James Kelliher comments in Computer Weekly on recent ICO reprimands for individual data breaches

Associate James Kelliher discusses how the ICO reprimands are failing to hold those responsible for data breaches to account, in Computer Weekly.

James’s comments were published in Computer Weekly, 23 June 2023, and can be found here.

James Kelliher, an associate in law firm Keller Postman UK’s data breach team, said the ramifications of these particular breaches are “massive”, as the context in both cases means there is a real threat of violence occurring: “Obviously the witness has had to move home, whether they actually moved job or change to a different school it doesn’t really state, but they’re still at high risk.”

Kelliher added that while the reprimands from the ICO always lay out a number of remedial actions for the organisations to take, “no follow up is ever done” to ensure all the steps have been adequately implemented.

For Kelliher, this means the reprimands amount to little more than a “slap on the wrist”, and provide limited incentives for the organisations to make the necessary changes.

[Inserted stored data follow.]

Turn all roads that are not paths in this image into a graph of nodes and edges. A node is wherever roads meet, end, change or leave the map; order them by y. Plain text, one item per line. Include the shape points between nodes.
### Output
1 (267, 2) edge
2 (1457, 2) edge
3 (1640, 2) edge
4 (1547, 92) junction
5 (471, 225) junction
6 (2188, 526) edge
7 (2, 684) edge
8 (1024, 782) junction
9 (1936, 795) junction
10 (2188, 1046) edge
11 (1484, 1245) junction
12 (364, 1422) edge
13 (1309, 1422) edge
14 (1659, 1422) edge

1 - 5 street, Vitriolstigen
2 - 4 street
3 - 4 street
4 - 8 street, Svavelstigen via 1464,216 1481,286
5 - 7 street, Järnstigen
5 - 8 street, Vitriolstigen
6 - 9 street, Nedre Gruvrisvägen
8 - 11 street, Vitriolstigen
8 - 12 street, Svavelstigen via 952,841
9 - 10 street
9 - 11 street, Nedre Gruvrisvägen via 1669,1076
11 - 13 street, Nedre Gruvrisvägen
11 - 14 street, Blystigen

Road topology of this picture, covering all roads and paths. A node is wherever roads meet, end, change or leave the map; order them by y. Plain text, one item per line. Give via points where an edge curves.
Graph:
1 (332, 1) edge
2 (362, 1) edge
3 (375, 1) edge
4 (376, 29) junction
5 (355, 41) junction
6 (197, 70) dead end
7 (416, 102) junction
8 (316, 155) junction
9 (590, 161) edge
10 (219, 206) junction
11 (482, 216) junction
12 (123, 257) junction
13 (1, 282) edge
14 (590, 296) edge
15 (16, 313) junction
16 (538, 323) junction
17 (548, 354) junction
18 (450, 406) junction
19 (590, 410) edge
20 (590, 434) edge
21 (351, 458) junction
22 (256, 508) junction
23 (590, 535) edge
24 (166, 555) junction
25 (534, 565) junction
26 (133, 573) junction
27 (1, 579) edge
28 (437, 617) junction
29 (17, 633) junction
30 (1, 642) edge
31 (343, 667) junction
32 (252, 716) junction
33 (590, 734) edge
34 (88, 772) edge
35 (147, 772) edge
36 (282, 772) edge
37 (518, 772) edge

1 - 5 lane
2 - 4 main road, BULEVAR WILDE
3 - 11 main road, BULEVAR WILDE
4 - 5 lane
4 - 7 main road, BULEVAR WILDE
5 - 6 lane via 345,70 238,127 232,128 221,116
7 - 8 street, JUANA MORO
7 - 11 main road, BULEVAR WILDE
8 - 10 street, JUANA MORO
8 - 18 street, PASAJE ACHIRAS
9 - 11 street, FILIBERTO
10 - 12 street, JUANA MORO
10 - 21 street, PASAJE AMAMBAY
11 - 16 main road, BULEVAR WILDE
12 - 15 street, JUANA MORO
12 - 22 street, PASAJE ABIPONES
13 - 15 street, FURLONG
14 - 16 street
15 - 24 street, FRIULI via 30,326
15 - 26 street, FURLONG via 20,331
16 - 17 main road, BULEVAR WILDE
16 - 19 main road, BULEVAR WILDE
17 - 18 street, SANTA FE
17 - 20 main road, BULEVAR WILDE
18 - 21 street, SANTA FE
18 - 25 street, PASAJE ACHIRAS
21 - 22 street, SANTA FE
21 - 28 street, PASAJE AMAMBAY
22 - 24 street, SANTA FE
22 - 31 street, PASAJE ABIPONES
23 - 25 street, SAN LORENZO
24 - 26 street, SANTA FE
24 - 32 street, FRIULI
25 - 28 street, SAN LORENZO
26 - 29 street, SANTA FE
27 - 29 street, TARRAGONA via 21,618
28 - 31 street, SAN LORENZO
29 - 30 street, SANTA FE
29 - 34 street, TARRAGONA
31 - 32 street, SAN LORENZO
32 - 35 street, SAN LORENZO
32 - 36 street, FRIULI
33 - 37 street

“We’ve said it for many years, and we’ll continue to say it – once a reprimand has been done, then they need to report back to the ICO within a six-month period to advise on what they’ve done to meet those actions,” he said, adding the ICO needs to go further to ensure trust in how such public institutions are handling people’s data. “Unless it’s followed up, and they’re accountable for it, nobody really knows what’s being put in place.”

In terms of legal liability, Kelliher said while any legal case would need to be taken forward on its merits alone, he would advise those affected by the TVP breach to “proceed immediately”.